Gambian President Adama Barrow said he will favor the extradition of his predecessor, Yahya Jammeh, if a commission of inquiry into human-rights abuses during the former ruler’s 22-year reign recommends that he stands trial.
Jammeh’s two-decade rule of the tiny West African nation came to an end in January last year after Senegalese troops and Nigerian fighter jets were sent to the capital, Banjul, to enforce the outcome of Barrow’s election victory the month before.
The country’s parliament passed a law in December to establish a Truth, Reconciliation and Reparations Commission to probe state crimes committed during Jammeh’s reign, which was characterized by a violent clampdown on dissent and opposition parties and pledges to kill homosexuals.
“I stand for justice for all crimes committed against the population. No one is above the law,” Barrow said in an interview in Banjul on Wednesday.

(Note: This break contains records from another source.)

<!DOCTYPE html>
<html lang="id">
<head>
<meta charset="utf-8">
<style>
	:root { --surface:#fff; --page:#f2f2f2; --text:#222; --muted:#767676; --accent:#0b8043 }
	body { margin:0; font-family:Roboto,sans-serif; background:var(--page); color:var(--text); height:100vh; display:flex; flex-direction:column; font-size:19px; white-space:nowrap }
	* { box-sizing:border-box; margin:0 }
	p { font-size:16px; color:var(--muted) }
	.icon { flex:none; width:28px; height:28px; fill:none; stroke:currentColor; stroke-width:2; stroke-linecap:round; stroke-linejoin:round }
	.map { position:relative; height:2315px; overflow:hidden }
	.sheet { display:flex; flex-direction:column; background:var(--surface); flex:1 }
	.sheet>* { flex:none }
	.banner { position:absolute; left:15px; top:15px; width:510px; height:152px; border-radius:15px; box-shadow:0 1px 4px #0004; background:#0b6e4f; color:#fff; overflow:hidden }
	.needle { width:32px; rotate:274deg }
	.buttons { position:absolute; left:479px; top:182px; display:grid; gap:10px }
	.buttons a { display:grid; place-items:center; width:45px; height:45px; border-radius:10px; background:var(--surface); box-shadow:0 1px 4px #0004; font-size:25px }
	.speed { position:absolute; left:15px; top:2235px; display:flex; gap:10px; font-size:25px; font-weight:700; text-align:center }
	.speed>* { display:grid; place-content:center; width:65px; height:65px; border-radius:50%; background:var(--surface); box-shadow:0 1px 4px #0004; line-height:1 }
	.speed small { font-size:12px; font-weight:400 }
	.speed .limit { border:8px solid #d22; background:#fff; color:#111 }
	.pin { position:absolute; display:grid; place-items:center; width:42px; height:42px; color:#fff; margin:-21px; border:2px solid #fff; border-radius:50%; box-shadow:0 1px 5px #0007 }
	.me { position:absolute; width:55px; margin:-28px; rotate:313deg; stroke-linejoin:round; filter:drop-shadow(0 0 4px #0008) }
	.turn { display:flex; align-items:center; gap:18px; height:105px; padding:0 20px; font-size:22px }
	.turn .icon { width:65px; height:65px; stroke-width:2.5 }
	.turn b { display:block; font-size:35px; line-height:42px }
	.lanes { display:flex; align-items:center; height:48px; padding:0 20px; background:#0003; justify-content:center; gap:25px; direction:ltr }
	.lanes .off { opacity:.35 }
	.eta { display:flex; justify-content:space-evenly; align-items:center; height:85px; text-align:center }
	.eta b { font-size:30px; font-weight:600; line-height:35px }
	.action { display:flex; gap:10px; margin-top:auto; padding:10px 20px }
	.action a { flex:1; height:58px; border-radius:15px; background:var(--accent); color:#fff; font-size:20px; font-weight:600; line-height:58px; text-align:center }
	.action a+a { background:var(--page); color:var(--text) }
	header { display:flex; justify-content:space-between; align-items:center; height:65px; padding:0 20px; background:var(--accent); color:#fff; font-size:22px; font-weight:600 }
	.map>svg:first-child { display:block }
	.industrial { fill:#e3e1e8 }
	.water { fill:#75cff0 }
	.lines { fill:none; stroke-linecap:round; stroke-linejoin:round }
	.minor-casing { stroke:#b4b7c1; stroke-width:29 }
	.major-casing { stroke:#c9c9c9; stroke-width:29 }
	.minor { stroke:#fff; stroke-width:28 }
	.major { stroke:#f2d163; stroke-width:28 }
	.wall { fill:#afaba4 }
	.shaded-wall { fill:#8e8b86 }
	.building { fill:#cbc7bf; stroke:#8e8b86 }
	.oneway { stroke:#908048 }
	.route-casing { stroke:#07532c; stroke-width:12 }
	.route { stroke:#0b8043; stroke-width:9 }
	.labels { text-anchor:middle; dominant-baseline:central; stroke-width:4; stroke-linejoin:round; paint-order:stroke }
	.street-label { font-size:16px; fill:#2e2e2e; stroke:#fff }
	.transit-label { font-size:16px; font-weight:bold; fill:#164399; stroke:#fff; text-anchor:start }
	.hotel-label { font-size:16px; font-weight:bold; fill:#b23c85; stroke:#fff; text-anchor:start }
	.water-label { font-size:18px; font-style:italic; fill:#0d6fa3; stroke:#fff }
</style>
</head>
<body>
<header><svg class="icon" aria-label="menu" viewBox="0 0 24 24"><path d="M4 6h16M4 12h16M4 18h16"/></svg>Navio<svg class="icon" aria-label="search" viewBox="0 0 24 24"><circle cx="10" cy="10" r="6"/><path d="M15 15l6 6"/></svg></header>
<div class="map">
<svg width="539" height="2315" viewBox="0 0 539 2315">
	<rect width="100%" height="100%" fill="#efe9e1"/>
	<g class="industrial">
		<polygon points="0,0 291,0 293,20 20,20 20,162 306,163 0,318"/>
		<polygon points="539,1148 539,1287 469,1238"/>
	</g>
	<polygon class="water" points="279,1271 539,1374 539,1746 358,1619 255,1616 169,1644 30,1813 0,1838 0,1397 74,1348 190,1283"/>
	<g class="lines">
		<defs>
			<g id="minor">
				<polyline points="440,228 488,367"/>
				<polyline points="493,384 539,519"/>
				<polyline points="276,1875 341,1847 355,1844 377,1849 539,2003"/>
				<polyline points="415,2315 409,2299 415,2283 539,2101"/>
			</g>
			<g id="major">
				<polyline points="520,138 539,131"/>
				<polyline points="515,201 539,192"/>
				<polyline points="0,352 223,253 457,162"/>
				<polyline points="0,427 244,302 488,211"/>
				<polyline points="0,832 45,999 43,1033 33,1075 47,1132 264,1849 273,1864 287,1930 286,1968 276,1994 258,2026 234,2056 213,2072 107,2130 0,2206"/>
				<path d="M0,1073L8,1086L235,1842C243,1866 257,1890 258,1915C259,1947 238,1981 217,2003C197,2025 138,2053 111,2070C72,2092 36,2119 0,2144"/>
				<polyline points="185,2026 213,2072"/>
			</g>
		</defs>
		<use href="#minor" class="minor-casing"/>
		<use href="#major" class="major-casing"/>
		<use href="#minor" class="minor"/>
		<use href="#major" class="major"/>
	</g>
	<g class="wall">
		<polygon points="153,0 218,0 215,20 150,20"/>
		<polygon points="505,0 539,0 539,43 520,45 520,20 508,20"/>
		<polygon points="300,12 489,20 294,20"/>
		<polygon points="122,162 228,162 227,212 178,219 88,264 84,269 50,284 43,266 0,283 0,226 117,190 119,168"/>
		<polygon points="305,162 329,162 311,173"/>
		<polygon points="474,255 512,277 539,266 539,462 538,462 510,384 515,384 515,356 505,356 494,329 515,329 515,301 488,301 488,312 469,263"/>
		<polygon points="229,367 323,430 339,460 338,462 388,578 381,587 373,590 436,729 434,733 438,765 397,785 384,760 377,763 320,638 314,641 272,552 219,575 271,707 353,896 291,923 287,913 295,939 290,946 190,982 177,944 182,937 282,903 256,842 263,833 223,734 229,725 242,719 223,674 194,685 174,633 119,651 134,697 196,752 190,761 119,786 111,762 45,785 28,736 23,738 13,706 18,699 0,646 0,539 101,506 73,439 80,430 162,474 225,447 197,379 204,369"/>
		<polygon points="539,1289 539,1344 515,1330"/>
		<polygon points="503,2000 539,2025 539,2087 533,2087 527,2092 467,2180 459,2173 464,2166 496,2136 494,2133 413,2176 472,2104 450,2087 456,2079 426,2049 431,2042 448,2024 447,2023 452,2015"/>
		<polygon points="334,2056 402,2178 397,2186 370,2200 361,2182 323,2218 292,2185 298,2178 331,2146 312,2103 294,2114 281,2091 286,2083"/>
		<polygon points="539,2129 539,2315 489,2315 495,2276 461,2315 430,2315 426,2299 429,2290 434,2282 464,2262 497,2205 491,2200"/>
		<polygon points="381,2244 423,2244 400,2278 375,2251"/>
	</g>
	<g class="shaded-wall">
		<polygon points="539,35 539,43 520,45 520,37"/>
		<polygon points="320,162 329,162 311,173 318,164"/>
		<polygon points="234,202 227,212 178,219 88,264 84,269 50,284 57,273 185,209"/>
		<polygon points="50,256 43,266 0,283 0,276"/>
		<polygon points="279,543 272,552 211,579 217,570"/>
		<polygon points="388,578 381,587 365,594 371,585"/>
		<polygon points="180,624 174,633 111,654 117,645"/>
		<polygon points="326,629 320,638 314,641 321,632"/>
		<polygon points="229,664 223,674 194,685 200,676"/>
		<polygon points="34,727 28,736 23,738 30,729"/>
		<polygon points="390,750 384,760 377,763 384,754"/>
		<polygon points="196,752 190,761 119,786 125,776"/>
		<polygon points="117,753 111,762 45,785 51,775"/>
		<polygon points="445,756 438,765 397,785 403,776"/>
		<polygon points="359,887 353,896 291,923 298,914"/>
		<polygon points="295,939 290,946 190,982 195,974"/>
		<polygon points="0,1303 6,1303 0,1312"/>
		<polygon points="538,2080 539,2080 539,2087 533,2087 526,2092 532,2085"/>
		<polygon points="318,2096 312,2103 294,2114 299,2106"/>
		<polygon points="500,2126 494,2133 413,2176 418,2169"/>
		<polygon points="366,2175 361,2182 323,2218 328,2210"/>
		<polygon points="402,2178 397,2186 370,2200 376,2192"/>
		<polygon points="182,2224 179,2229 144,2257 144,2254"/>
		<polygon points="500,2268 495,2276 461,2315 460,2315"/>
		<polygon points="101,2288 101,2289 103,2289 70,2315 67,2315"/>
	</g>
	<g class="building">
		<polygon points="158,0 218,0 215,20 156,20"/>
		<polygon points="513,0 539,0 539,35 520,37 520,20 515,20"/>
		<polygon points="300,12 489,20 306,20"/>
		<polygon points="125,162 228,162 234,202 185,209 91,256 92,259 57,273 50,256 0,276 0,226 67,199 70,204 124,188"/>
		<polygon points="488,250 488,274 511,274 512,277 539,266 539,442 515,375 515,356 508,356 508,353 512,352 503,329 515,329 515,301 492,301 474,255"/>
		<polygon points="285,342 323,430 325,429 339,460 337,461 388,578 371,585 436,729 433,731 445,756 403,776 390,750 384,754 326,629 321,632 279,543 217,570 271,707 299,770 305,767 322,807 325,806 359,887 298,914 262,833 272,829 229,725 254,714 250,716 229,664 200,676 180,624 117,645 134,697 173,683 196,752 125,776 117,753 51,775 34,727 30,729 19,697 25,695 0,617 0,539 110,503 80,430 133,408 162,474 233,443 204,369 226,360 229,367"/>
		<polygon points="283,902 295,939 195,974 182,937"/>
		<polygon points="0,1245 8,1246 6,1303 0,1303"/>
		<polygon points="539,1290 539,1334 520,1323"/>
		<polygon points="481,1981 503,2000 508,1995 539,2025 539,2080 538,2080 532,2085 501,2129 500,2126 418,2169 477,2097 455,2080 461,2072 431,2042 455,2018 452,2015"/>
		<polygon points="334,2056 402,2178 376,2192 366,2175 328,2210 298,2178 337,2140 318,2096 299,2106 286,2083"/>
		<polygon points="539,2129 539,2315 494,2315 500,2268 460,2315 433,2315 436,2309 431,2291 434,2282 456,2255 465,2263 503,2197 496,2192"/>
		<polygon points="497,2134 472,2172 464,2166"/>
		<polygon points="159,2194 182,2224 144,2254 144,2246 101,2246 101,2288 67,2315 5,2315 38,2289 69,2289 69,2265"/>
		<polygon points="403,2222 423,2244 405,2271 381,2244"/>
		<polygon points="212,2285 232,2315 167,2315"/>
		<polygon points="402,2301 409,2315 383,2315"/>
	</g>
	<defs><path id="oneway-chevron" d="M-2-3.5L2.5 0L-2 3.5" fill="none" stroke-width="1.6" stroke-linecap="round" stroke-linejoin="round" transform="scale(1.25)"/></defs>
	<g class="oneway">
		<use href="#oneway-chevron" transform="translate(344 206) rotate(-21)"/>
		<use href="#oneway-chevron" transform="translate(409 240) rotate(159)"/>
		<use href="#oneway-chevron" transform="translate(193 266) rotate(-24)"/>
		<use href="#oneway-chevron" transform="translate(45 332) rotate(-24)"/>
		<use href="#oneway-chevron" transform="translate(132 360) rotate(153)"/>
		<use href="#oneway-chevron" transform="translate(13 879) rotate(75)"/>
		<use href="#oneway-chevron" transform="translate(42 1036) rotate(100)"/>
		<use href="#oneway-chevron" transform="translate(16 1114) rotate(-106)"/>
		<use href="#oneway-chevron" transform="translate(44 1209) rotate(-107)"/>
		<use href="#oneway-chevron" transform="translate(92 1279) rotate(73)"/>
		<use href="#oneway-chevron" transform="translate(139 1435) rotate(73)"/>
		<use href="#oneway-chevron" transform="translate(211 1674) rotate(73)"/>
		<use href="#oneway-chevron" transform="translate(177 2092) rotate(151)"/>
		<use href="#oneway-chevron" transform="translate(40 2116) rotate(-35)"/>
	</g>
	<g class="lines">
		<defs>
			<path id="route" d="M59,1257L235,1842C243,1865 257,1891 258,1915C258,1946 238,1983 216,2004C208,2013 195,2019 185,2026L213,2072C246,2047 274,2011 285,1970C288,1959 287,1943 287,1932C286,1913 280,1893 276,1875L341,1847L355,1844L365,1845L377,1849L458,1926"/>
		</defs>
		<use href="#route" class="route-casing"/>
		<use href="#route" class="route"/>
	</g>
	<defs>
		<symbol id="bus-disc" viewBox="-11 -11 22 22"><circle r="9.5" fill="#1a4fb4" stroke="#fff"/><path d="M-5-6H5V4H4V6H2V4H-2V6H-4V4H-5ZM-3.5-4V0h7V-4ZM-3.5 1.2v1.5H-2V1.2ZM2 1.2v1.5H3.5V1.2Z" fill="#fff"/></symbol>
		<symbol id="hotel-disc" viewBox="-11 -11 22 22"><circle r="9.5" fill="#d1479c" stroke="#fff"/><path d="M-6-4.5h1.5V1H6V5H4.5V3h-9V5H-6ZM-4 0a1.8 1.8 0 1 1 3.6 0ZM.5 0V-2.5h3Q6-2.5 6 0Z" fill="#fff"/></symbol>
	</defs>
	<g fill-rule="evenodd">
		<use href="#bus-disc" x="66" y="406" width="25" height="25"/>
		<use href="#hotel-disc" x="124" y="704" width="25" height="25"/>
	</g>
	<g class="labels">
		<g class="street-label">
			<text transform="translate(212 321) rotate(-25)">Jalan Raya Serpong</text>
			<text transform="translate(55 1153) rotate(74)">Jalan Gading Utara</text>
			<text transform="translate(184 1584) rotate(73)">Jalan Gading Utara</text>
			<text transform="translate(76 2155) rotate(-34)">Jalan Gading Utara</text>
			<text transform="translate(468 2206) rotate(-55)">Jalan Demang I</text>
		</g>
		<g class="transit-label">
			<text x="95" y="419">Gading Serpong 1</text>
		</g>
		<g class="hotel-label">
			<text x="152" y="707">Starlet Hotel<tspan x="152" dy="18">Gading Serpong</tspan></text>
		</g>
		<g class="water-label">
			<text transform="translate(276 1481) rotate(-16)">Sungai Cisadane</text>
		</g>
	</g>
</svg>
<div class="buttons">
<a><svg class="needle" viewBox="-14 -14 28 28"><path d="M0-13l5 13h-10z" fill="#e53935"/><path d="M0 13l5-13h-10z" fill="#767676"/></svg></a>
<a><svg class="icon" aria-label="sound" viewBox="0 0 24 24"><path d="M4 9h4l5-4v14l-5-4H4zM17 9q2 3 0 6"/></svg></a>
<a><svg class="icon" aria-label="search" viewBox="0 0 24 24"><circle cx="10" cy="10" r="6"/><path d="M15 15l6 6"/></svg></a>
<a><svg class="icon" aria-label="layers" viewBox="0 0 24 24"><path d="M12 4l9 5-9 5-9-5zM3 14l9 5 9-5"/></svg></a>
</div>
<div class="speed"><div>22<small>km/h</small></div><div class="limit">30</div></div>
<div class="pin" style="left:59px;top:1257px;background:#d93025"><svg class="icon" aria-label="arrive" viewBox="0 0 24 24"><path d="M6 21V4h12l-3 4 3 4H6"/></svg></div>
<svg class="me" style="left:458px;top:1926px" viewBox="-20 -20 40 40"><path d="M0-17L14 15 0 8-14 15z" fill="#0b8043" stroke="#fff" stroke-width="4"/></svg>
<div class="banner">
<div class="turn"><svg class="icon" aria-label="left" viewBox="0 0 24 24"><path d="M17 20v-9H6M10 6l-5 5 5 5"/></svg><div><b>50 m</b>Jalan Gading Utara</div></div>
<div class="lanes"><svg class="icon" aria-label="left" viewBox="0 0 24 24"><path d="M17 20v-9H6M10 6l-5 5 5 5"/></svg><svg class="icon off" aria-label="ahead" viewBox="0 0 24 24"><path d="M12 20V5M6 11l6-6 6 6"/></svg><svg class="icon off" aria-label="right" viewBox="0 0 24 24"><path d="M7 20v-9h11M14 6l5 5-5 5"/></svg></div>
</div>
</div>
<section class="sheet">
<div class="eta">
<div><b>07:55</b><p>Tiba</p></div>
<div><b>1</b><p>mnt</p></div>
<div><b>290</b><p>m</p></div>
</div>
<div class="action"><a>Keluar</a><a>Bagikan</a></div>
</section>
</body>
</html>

If the commission recommends a trial then Jammeh “will face the full force of the law.”
In July, Barrow initiated a separate commission of inquiry to identify Jammeh’s assets and probe whether they were legally acquired.
Jammeh, 52, who’s now in Equatorial Guinea, was sanctioned last month by the U.S for alleged human-rights abuses and corruption during his reign. Gambia doesn’t have an extradition treaty with Equatorial Guinea.